Your answer needs to include each line of the records in which the string "Bulvarı" can be found.

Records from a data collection
....
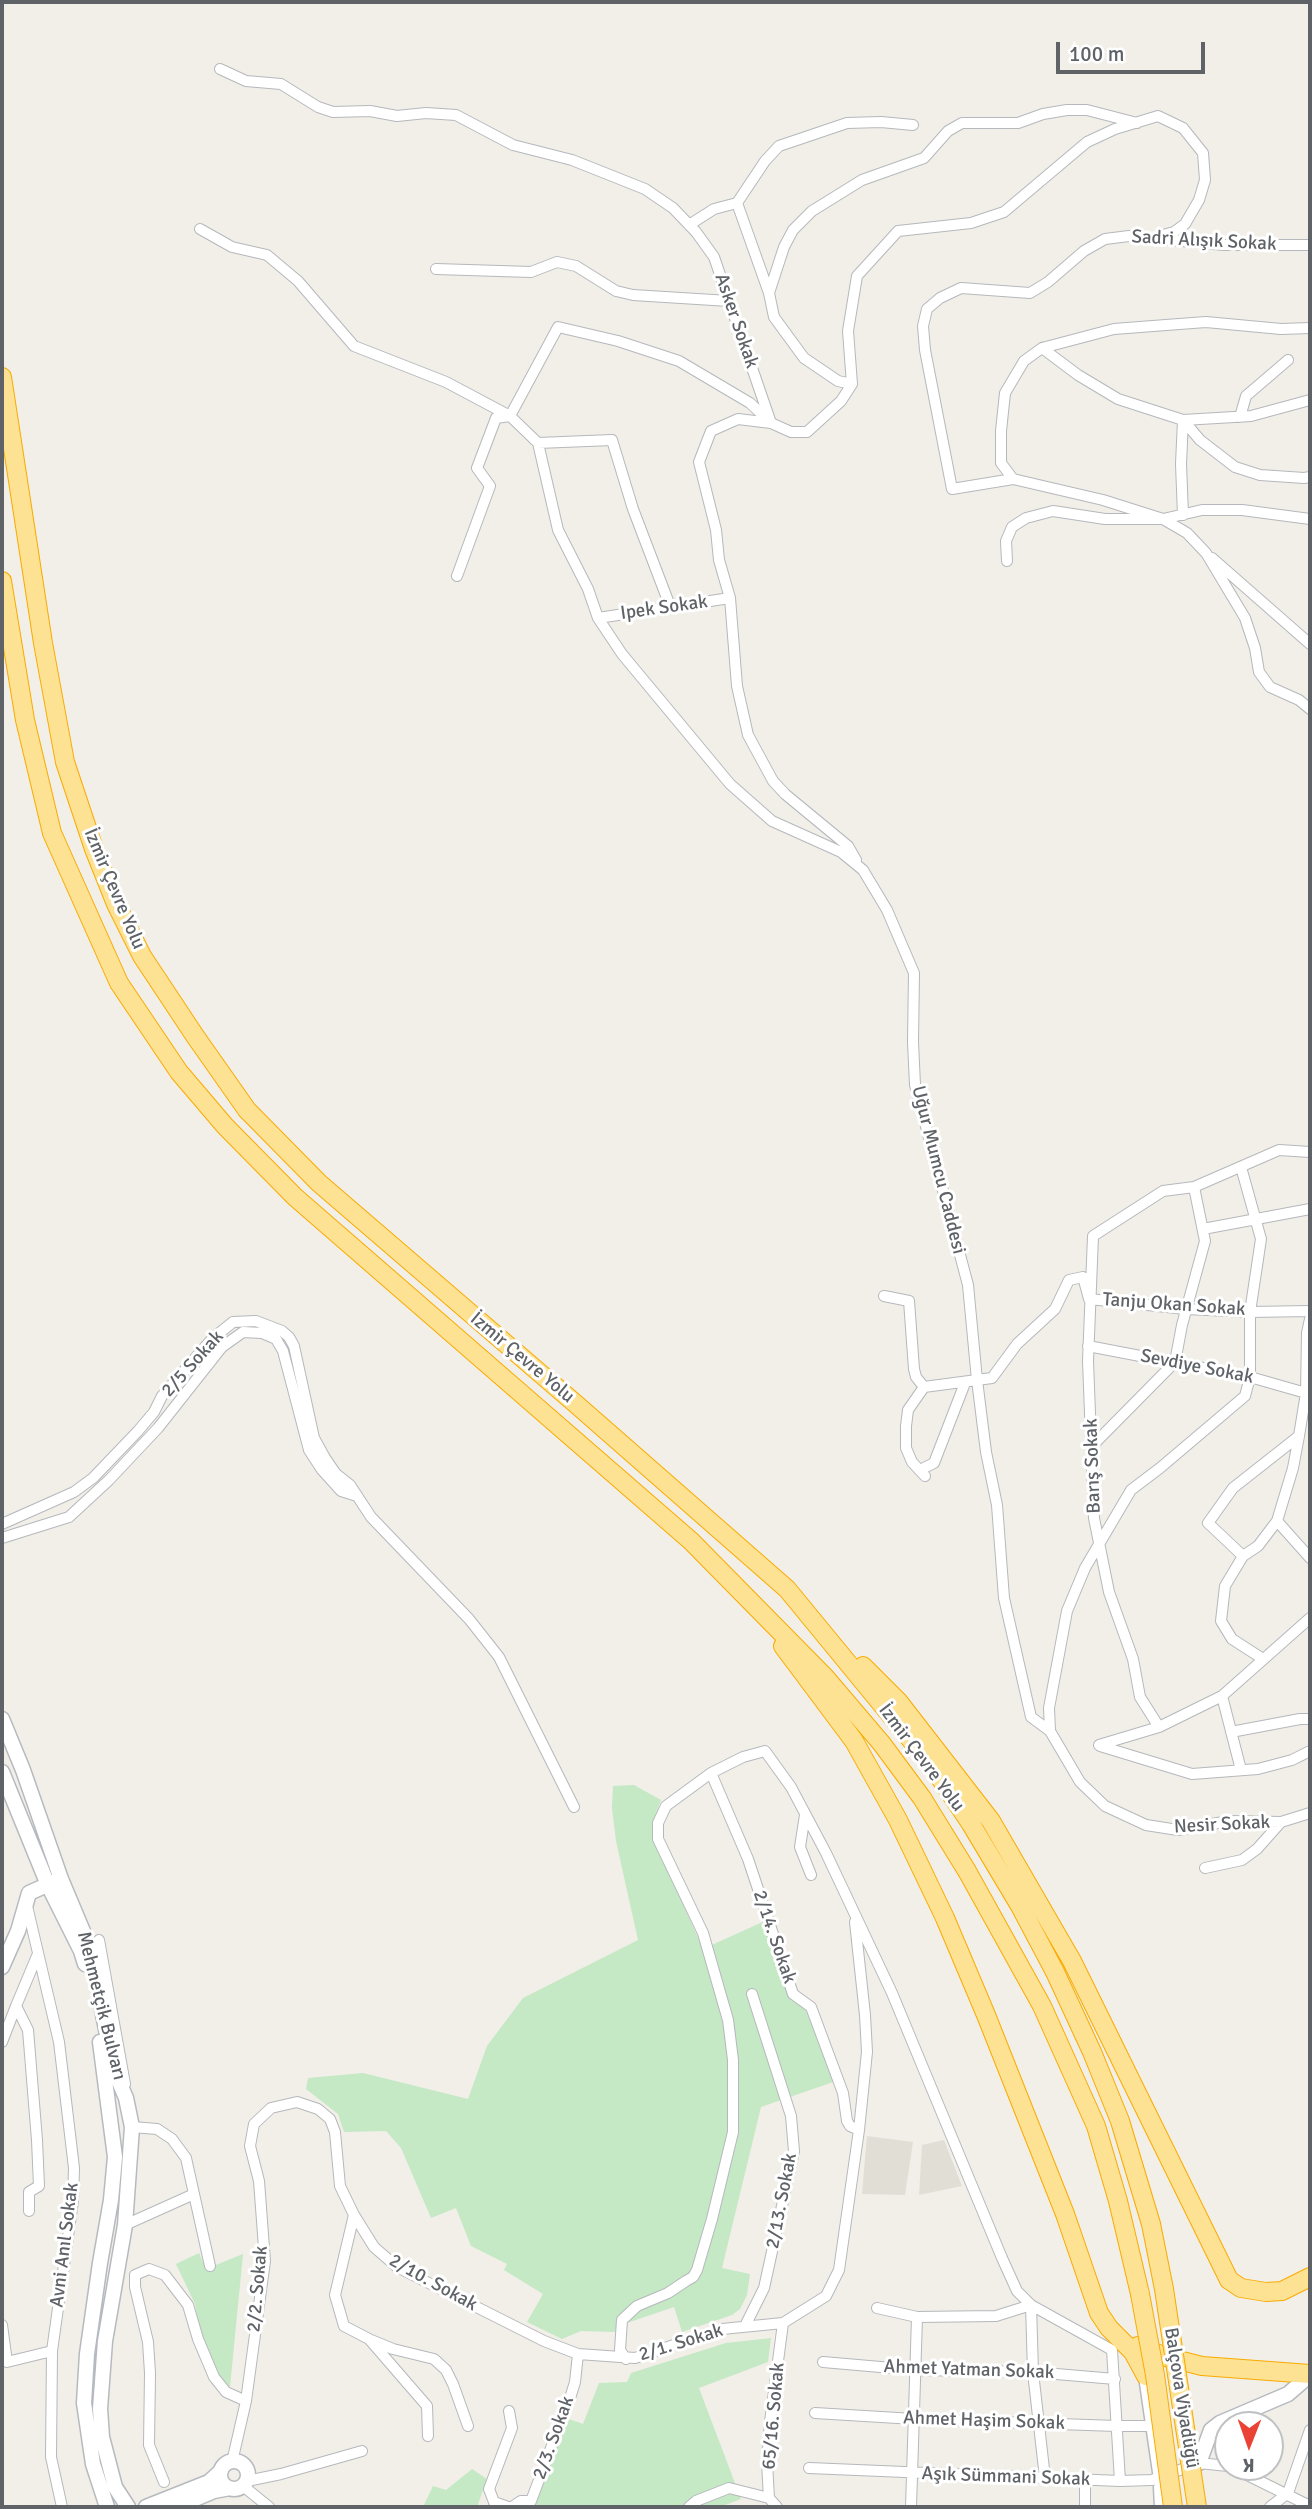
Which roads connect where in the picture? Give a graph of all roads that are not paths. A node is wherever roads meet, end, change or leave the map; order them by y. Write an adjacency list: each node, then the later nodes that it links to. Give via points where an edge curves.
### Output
1 (220, 69): 5 (street, Asker Sokak, via 246,81 281,84 333,112 456,115 513,145 572,160 645,189)
2 (1137, 123): 7 (street, via 1158,116 1184,128 1203,153 1205,180 1185,223 1174,232); 10 (street, via 1087,110 1043,114 1018,123 962,123 948,131 924,158 862,180 812,211 784,247); 16 (street, via 1087,142 1004,212 971,223 898,231 857,276 848,331)
3 (913, 125): 4 (street, via 847,123 779,146)
4 (737, 203): 5 (street, via 714,209); 10 (street)
5 (689, 225): 11 (street, Asker Sokak, via 714,257)
6 (200, 229): 18 (street, via 232,247 267,255 298,281 354,346 446,382)
7 (1148, 238): 8 (street, Sadri Alışık Sokak, via 1224,245); 24 (street, Sadri Alışık Sokak, via 1105,239 1030,293 961,288 927,309 925,350 952,489)
8 (1310, 245)
9 (436, 269): 11 (street, via 531,272 557,262 576,266 606,286 633,295)
10 (769, 293): 16 (street, via 774,317 804,358 838,381)
11 (729, 301): 21 (street, Asker Sokak)
12 (1310, 328): 13 (street, via 1192,323 1114,329)
13 (1042, 348): 20 (street, via 1118,399); 24 (street, via 1024,360 1005,393 1001,463)
14 (1288, 360): 19 (street, via 1246,396)
15 (2, 377): 67 (highway, İzmir Çevre Yolu, via 65,762 94,849 142,956 247,1110 319,1184)
16 (852, 384): 21 (street, via 841,401 807,432 790,432)
17 (1310, 400): 19 (street)
18 (510, 416): 21 (street, via 558,327 679,361 750,403); 22 (street); 30 (street, via 496,418 477,468 490,486)
19 (1240, 417): 20 (street)
20 (1183, 420): 23 (street, via 1235,467 1260,475); 25 (street)
21 (771, 423): 32 (street, via 738,419 711,431 699,461)
22 (538, 443): 33 (street, via 612,440); 34 (street, Uğur Mumcu Caddesi, via 558,530)
23 (1310, 477)
24 (1013, 479): 26 (street)
25 (1183, 515): 26 (street); 27 (street, via 1242,510)
26 (1163, 519): 28 (street, via 1187,533); 29 (street, via 1105,519 1053,511 1026,518 1012,527 1006,541)
27 (1310, 519)
28 (1206, 553): 35 (street); 36 (street, via 1245,618 1259,672 1270,687)
29 (1007, 561)
30 (457, 576)
31 (2, 581): 68 (highway, İzmir Çevre Yolu, via 25,720 52,833 119,983 179,1072 295,1197 691,1541)
32 (730, 598): 33 (street, Ipek Sokak); 37 (street, via 737,686 748,735 773,781 848,846)
33 (670, 606): 34 (street, Ipek Sokak)
34 (598, 618): 37 (street, Uğur Mumcu Caddesi, via 622,654 730,784 772,821 841,852)
35 (1310, 643)
36 (1310, 709)
37 (863, 870): 54 (street, Uğur Mumcu Caddesi, via 887,910 914,973 915,1085 968,1285)
38 (1310, 1152): 39 (street, via 1279,1150)
39 (1241, 1167): 40 (street); 42 (street)
40 (1194, 1187): 43 (street); 45 (street, Barış Sokak, via 1163,1191 1093,1236)
41 (1310, 1209): 42 (street)
42 (1256, 1219): 43 (street); 48 (street, via 1261,1239)
43 (1203, 1229): 46 (street, via 1205,1241)
44 (884, 1296): 56 (street, via 909,1301 914,1369)
45 (1089, 1298): 46 (street, Tanju Okan Sokak); 50 (street, Barış Sokak); 54 (street, Tanju Okan Sokak, via 1083,1277 1069,1280 1055,1309 1017,1344 992,1378)
46 (1186, 1309): 48 (street, Tanju Okan Sokak); 51 (street)
47 (1310, 1311): 48 (street, Tanju Okan Sokak)
48 (1250, 1312): 52 (street)
49 (1310, 1319): 53 (street)
50 (1088, 1346): 51 (street, Sevdiye Sokak); 59 (street, Barış Sokak)
51 (1175, 1362): 52 (street, Sevdiye Sokak); 59 (street)
52 (1250, 1377): 57 (street, Sevdiye Sokak); 64 (street, via 1245,1395 1131,1490)
53 (1308, 1378): 57 (street)
54 (977, 1380): 55 (street); 75 (street, Uğur Mumcu Caddesi, via 997,1506 1004,1598 1031,1717)
55 (965, 1383): 56 (street); 56 (street, via 934,1463 922,1473 906,1448 906,1426 908,1410)
56 (924, 1387)
57 (1306, 1393): 58 (street)
58 (1298, 1436): 61 (street); 65 (street, via 1233,1488 1208,1523)
59 (1093, 1445): 64 (street, Barış Sokak, via 1094,1518)
60 (357, 1496): 62 (street, 2/5 Sokak, via 324,1458 314,1437 289,1337 246,1320 233,1322 212,1339 138,1431 93,1478 74,1492); 63 (street, 2/5 Sokak, via 341,1491 309,1450 283,1350 276,1339 243,1332 215,1355 158,1428 69,1517); 81 (street, 2/5 Sokak, via 499,1657)
61 (1277, 1521): 65 (street, via 1258,1546); 66 (street)
62 (2, 1524)
63 (2, 1538)
64 (1101, 1543): 74 (street, Barış Sokak, via 1109,1592 1133,1659 1140,1697); 75 (street, via 1067,1611 1049,1708)
65 (1243, 1556): 70 (street, via 1225,1586 1221,1621 1232,1639)
66 (1310, 1558)
67 (787, 1589): 104 (highway, via 898,1701 991,1821 1072,1961 1229,2280 1252,2292 1266,2292 1282,2291); 105 (highway, İzmir Çevre Yolu, via 930,1763 1020,1906 1055,1972 1120,2120 1151,2224)
68 (755, 1606): 106 (highway, İzmir Çevre Yolu, via 882,1744 974,1882 1042,2006 1096,2126); 113 (highway, via 854,1741 898,1820 986,2015 1099,2313)
69 (1310, 1619): 70 (street)
70 (1264, 1659): 71 (street)
71 (1222, 1696): 74 (street); 76 (street)
72 (2, 1719): 87 (main road, Mehmetçik Bulvarı, via 23,1770)
73 (1310, 1719): 76 (street)
74 (1159, 1727): 78 (street, via 1099,1745 1192,1774)
75 (1050, 1731): 84 (street, Nesir Sokak, via 1080,1783 1105,1806 1146,1825 1178,1830 1229,1821)
76 (1231, 1731): 78 (street)
77 (1310, 1751): 78 (street, via 1280,1763)
78 (1241, 1770)
79 (2, 1772): 87 (main road, Mehmetçik Bulvarı)
80 (711, 1773): 83 (street, via 765,1751); 98 (street, 2/14. Sokak, via 748,1859 793,1994 811,2007 843,2093 847,2121); 117 (street, via 666,1806 658,1822 658,1839 703,1933 724,2008 733,2060 733,2132 697,2270 693,2277 637,2306 622,2320 620,2350)
81 (573, 1807)
82 (1310, 1813): 84 (street, Nesir Sokak)
83 (805, 1814): 86 (street, via 800,1847); 89 (street)
84 (1280, 1822): 85 (street, via 1242,1860)
85 (1205, 1868)
86 (811, 1875)
87 (55, 1882): 88 (main road, via 29,1893); 90 (main road, Mehmetçik Bulvarı)
88 (26, 1902): 91 (street, Avni Anıl Sokak); 92 (main road)
89 (853, 1911): 98 (street, via 867,2038); 107 (street, via 1002,2258 1017,2291)
90 (86, 1949): 97 (main road, Mehmetçik Bulvarı); 150 (main road, Mehmetçik Bulvarı, via 114,2157 84,2403 93,2464)
91 (37, 1955): 94 (street); 115 (street, Avni Anıl Sokak, via 59,2042 74,2168)
92 (2, 1967)
93 (752, 1994): 112 (street, 2/13. Sokak, via 791,2116 794,2151 764,2288)
94 (16, 2006): 95 (street); 100 (street, via 28,2030 37,2140 39,2186 29,2192)
95 (2, 2042)
96 (297, 2102): 101 (street, 2/10. Sokak, via 330,2119 340,2186); 125 (street, 2/2. Sokak, via 271,2108 254,2124 250,2146 259,2181 265,2261)
97 (132, 2127): 99 (street, via 157,2129 172,2138 186,2158); 102 (main road, Mehmetçik Bulvarı)
98 (859, 2130): 110 (street, via 839,2270 826,2296)
99 (194, 2194): 102 (street); 103 (street)
100 (30, 2211)
101 (354, 2214): 114 (street, via 335,2295 344,2326); 116 (street, 2/10. Sokak, via 374,2247 397,2267)
102 (125, 2225): 153 (main road, Mehmetçik Bulvarı, via 105,2341 100,2409 102,2437 116,2487)
103 (210, 2266)
104 (1310, 2277)
105 (1164, 2289): 164 (highway, Balçova Viyadüğü, bridge)
106 (1140, 2294): 163 (highway, Balçova Viyadüğü, bridge)
107 (1031, 2305): 109 (street, via 996,2316); 121 (street); 124 (street, via 1112,2350)
108 (877, 2308): 109 (street)
109 (917, 2317): 120 (street)
110 (783, 2323): 112 (street, 2/1. Sokak); 148 (street, 65/16. Sokak, via 770,2422)
111 (2, 2325): 119 (street)
112 (745, 2326): 117 (street, 2/1. Sokak)
113 (1116, 2335): 122 (highway, via 1166,2357 1202,2366); 123 (highway, via 1133,2352)
114 (369, 2339): 130 (street, via 434,2359 446,2370); 134 (street, via 427,2406)
115 (52, 2351): 119 (street); 152 (street, Avni Anıl Sokak, via 51,2457)
116 (578, 2354): 117 (street, 2/1. Sokak); 149 (street, 2/3. Sokak, via 571,2395)
117 (626, 2359)
118 (823, 2362): 120 (street, Ahmet Yatman Sokak)
119 (4, 2363)
120 (915, 2370): 121 (street, Ahmet Yatman Sokak); 128 (street)
121 (1034, 2372): 124 (street, Ahmet Yatman Sokak); 129 (street)
122 (1310, 2375): 136 (main road, via 1288,2394 1211,2430)
123 (1146, 2376): 132 (main road)
124 (1115, 2379): 131 (street)
125 (246, 2401): 138 (street, 2/2. Sokak); 145 (street, via 226,2392 214,2377 188,2305 165,2275 149,2269 135,2275 148,2342 149,2445)
126 (509, 2411): 157 (street, 2/3. Sokak, via 512,2428 489,2489 494,2502)
127 (816, 2413): 128 (street, Ahmet Haşim Sokak)
128 (914, 2419): 129 (street, Ahmet Haşim Sokak); 140 (street)
129 (1039, 2423): 131 (street, Ahmet Haşim Sokak); 141 (street)
130 (468, 2426)
131 (1117, 2426): 132 (street, Ahmet Haşim Sokak); 143 (street)
132 (1152, 2426): 162 (main road)
133 (1310, 2430): 147 (street)
134 (428, 2436)
135 (362, 2451): 146 (street)
136 (1199, 2463): 137 (street); 143 (street, Aşık Sümmani Sokak, via 1152,2480)
137 (1214, 2465)
138 (227, 2466): 146 (main road, via 223,2483); 146 (main road, via 244,2465 248,2472); 154 (main road, via 209,2482)
139 (809, 2468): 140 (street, Aşık Sümmani Sokak)
140 (911, 2474): 141 (street, Aşık Sümmani Sokak); 160 (street)
141 (1045, 2478): 142 (street, Aşık Sümmani Sokak)
142 (1085, 2480): 143 (street, Aşık Sümmani Sokak); 161 (street)
143 (1120, 2481)
144 (1261, 2481): 147 (street)
145 (164, 2482)
146 (240, 2485): 155 (main road); 156 (street)
147 (1288, 2493): 151 (street); 165 (street)
148 (769, 2498): 158 (street, via 729,2488); 159 (street, 65/16. Sokak)
149 (530, 2504): 157 (street, 2/3. Sokak, via 522,2501)
150 (108, 2506)
151 (1310, 2506)
152 (62, 2507)
153 (128, 2507)
154 (146, 2507)
155 (176, 2507)
156 (269, 2507)
157 (510, 2507)
158 (689, 2507)
159 (777, 2507)
160 (911, 2507)
161 (1085, 2507)
162 (1162, 2507)
163 (1173, 2507)
164 (1197, 2507)
165 (1270, 2507)

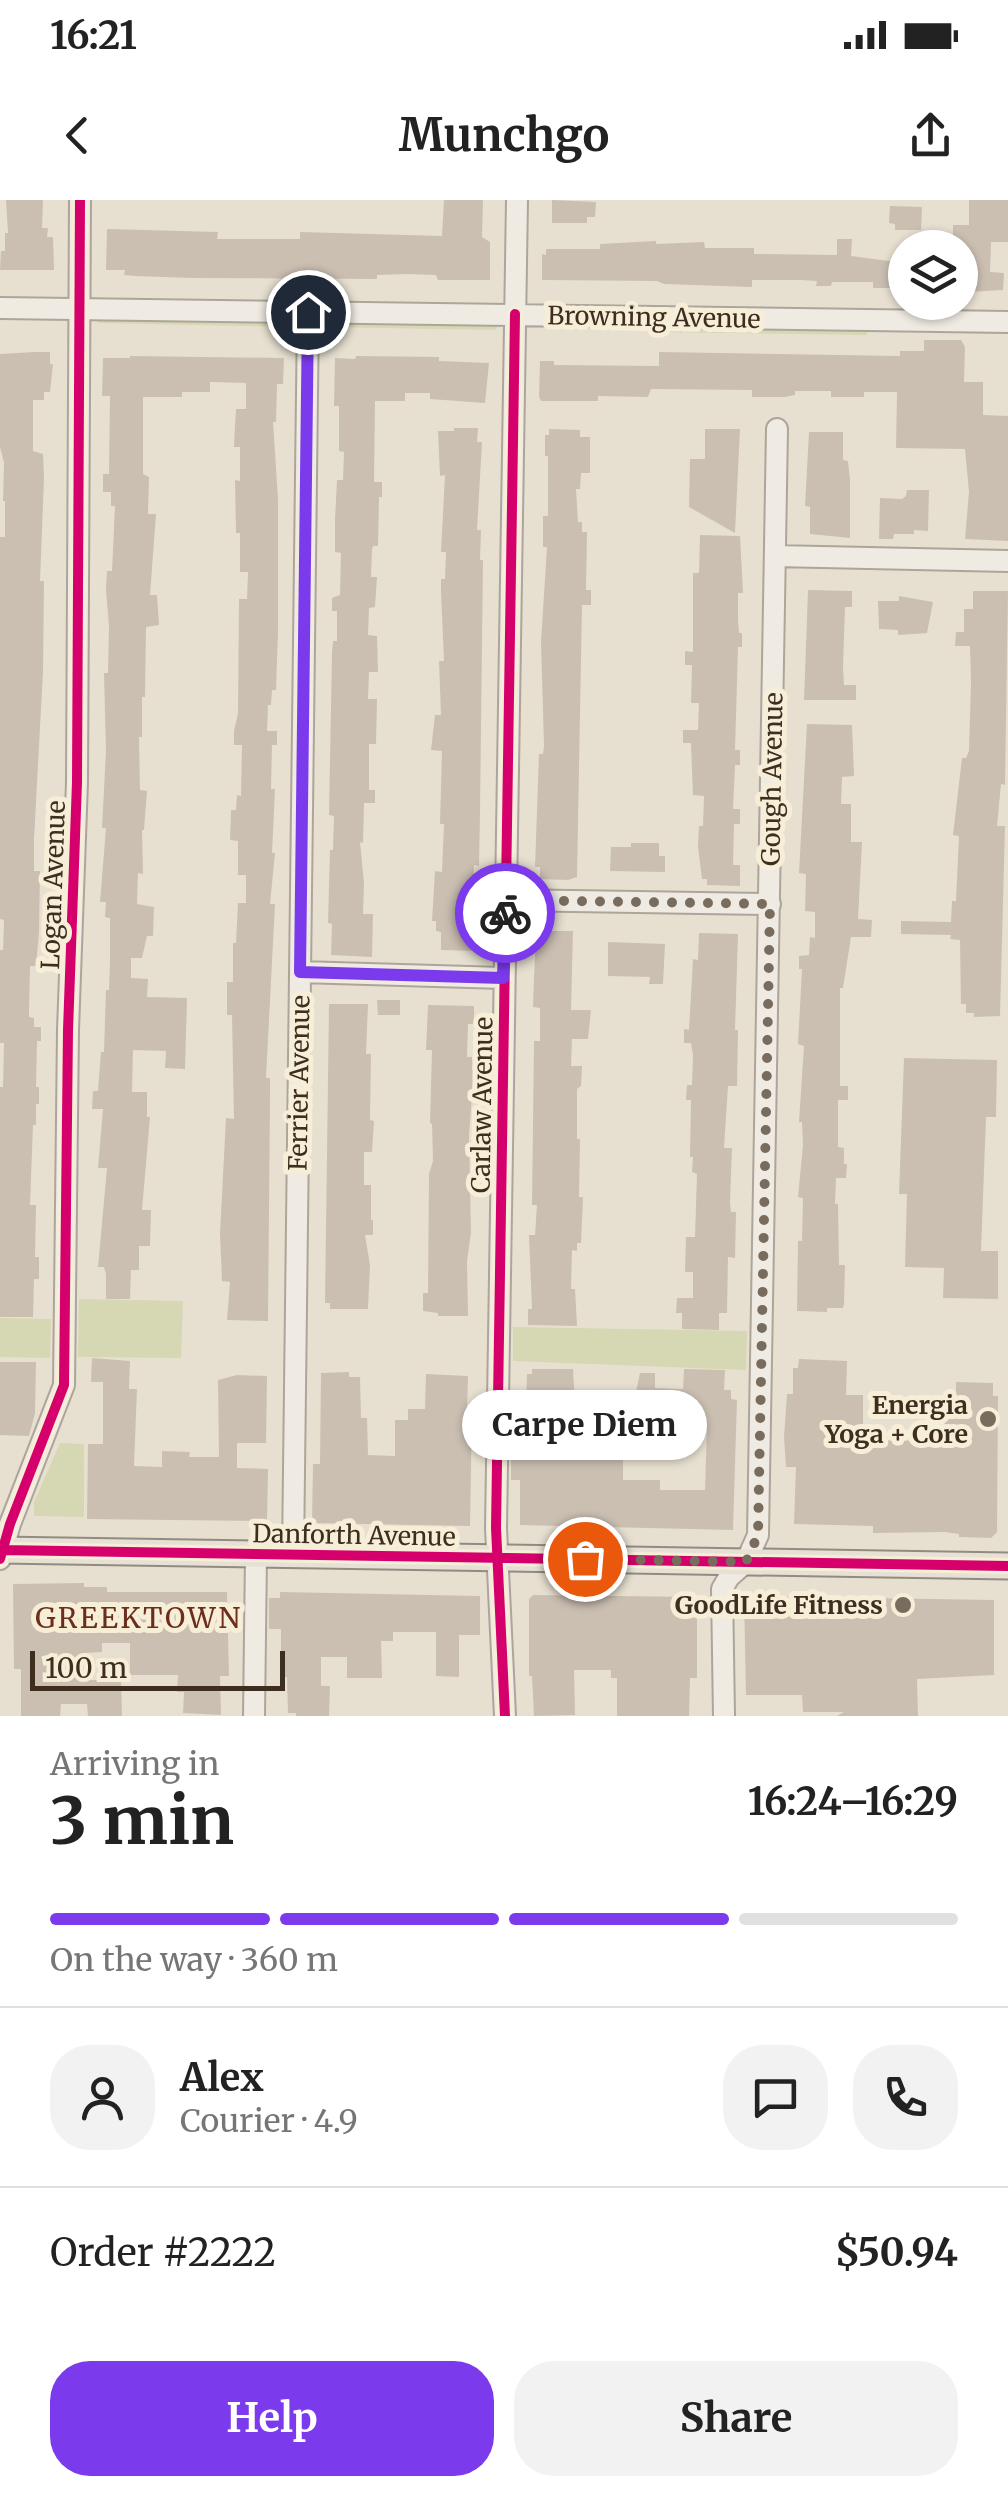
....
* [Written solution]
72 (2, 1719): 87 (main road, Mehmetçik Bulvarı, via 23,1770)
79 (2, 1772): 87 (main road, Mehmetçik Bulvarı)
87 (55, 1882): 88 (main road, via 29,1893); 90 (main road, Mehmetçik Bulvarı)
90 (86, 1949): 97 (main road, Mehmetçik Bulvarı); 150 (main road, Mehmetçik Bulvarı, via 114,2157 84,2403 93,2464)
97 (132, 2127): 99 (street, via 157,2129 172,2138 186,2158); 102 (main road, Mehmetçik Bulvarı)
102 (125, 2225): 153 (main road, Mehmetçik Bulvarı, via 105,2341 100,2409 102,2437 116,2487)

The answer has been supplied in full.